CMCC improves its supercomputer architecture with Intel® Xeon® CPU Max series with HBM on existing clusters.

At a glance:

  • The Euro-Mediterranean Centre on Climate Change (CMCC) is a non-profit international research center that collaborates with experienced scientists, economists, and technicians to provide full analyses of climate impacts on socio-economic systems.

  • CMCC needed a new supercomputing cluster to keep up with the demands of its research into climate change. Intel ran performance tests of CMCC’s Nucleus for European Modeling of the Ocean (NEMO) workloads and demonstrated that the Intel® Xeon® CPU Max 9480 processor with HBM would deliver up to 3.47x the performance of CMCC’s old Zeus cluster.1

author-image

By

CMCC needed a new supercomputing cluster to keep up with the demands of its research into climate change. Intel ran performance tests of CMCC’s ocean modeling workloads and demonstrated that the Intel® Xeon® CPU Max 9480 processor with high-bandwidth memory (HBM) would deliver up to 3.47x the performance of CMCC’s old Zeus cluster.1 CMCC is now in the process of deploying a new cluster called Cassandra based on this processor.

Challenge

Speed up time to results for complex climate modeling workloads, including Nucleus for European Modelling of the Ocean (NEMO). Implement an architecture that improves performance for memory-bound applications. Improve modeling resolution up to 7 km. Cut electricity costs in the data center, which reached €600,000 in 2023 for the data center where the old cluster Zeus was located.

Solution

CMCC is implementing a new cluster called Cassandra, based on Intel Xeon CPU Max 9480 processors with high-bandwidth memory (HBM). The Lenovo servers use direct liquid cooling, which is more energy-efficient than the air cooling used for Zeus.

Results

Running single-node tests using CMCC’s NEMO workloads, the Intel Xeon CPU Max 9480 processor with high-bandwidth memory (HBM) delivered 3.36x and 3.47x the performance of CMCC’s newest existing cluster, Juno.1

The Intel Xeon CPU Max 9480 processor with HBM was 2.84x faster than the Juno architecture on a 32-node test of the larger NEMO GLOB16 workload.1

Predicting Climate Change

“Global warming will increase the likelihood of extreme weather events, droughts, and floods,” said Giovanni Aloisio, strategic advisor at the Euro-Mediterranean Centre on Climate Change (CMCC) and former director of the CMCC Supercomputing Center. “We are studying how to project the temperature increase in 50 to 100 years to inform our governments.”

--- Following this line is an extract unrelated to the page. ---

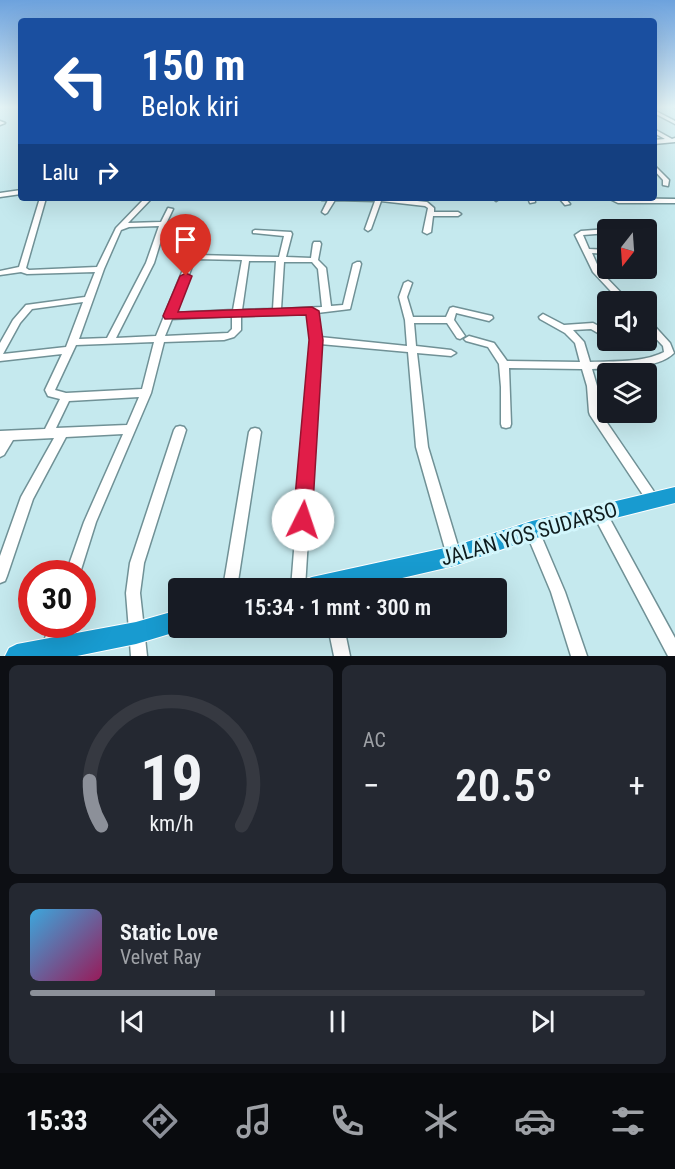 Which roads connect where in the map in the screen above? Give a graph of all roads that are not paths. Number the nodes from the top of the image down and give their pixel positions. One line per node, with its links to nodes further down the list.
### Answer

The simulations produced by CMCC, along with work from other international climate science institutions, are used by the Intergovernmental Panel on Climate Change (IPCC). It publishes reports every two years with advice on mitigation and adaptation measures governments should consider.

CMCC has eleven research divisions, which are organized into three institutes: the Institute for Earth System Prediction (IESP), the Institute for Climate Resilience (ICR), and the European Institute on Economics and the Environment (EIEE).

The researchers at these institutes share the supercomputing center. Today, they use two generations of supercomputers (see Table 1): Zeus (established in 2019) and Juno (2022). The plan was for Zeus to be decommissioned when Juno was available. Still, there were huge challenges in migrating models and their huge volumes of data between the machines and their locations.

Table 1. CMCC’s existing supercomputing architectures of Zeus and Juno compared with the new Cassandra architecture.

As a result, Zeus is still being used by 275 researchers. “Modeling the climate system is a complex problem,” said Aloisio. “There are many interacting processes to model and a great range of timescales and geographic scales to analyze. It requires sophisticated mathematics and computational resources. We also need to manage large volumes of data produced by the simulation.”

The 1-year Mediterranean simulation, for example, produces 288 GB of output.

CMCC’s research work includes using coupled models, which combine models from different domains. For example, the terrestrial vegetation model could be coupled with the atmospheric model, which is coupled with the sea ice and oceanic model.

One of the applications CMCC runs is Nucleus for European Modelling of the Ocean, better known as NEMO. It has three engines for modeling ocean thermodynamics, sea ice, and biogeochemical processes.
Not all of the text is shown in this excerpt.